WHAT TO PRODUCE: Write out the listing below character for character, though without its pictures.

(EXTRACTED MATERIAL begins)

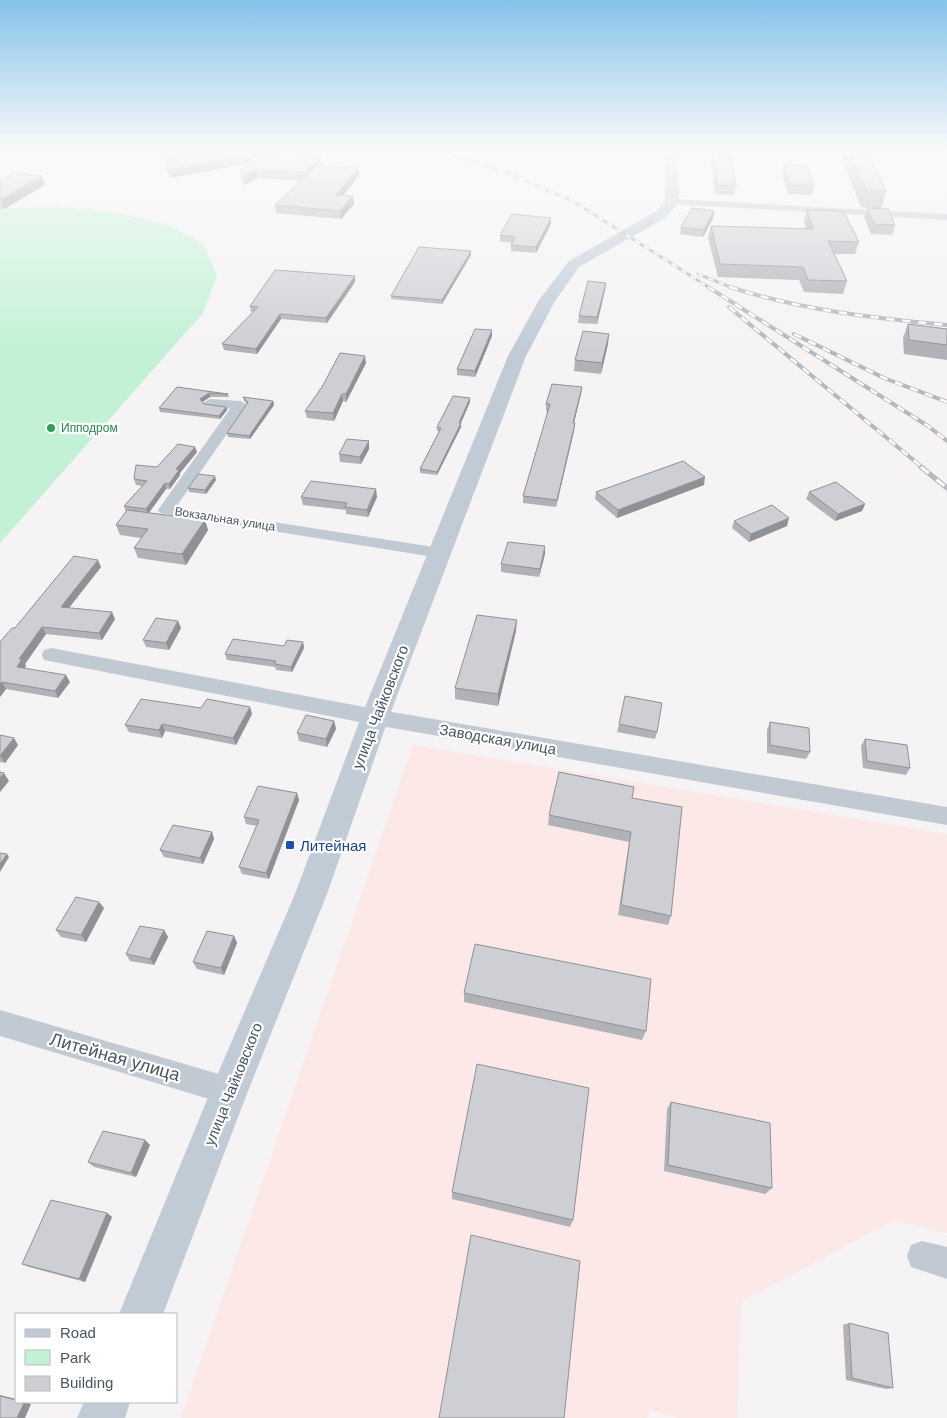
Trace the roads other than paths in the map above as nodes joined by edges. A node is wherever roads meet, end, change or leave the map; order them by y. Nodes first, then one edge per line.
1 (658, 216) edge
2 (932, 216) edge
3 (947, 217) edge
4 (210, 403) edge
5 (440, 553) junction
6 (51, 655) dead end
7 (376, 717) junction
8 (947, 816) edge
9 (0, 1023) edge
10 (229, 1091) junction
11 (141, 1313) edge
12 (107, 1403) edge
13 (101, 1418) edge

1 - 5 street, улица Чайковского
2 - 3 street
4 - 5 street, Вокзальная улица
5 - 7 street, улица Чайковского
6 - 7 street, Заводская улица
7 - 8 street, Заводская улица
7 - 10 street, улица Чайковского
9 - 10 street, Литейная улица
10 - 11 street, улица Чайковского
12 - 13 street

(EXTRACTED MATERIAL ends)

COMPLETED EXERCISE:
Trace the roads other than paths in the map above as nodes joined by edges. A node is wherever roads meet, end, change or leave the map; order them by y. Nodes first, then one edge per line.
1 (658, 216) edge
2 (932, 216) edge
3 (947, 217) edge
4 (210, 403) edge
5 (440, 553) junction
6 (51, 655) dead end
7 (376, 717) junction
8 (947, 816) edge
9 (0, 1023) edge
10 (229, 1091) junction
11 (141, 1313) edge
12 (107, 1403) edge
13 (101, 1418) edge

1 - 5 street, улица Чайковского
2 - 3 street
4 - 5 street, Вокзальная улица
5 - 7 street, улица Чайковского
6 - 7 street, Заводская улица
7 - 8 street, Заводская улица
7 - 10 street, улица Чайковского
9 - 10 street, Литейная улица
10 - 11 street, улица Чайковского
12 - 13 street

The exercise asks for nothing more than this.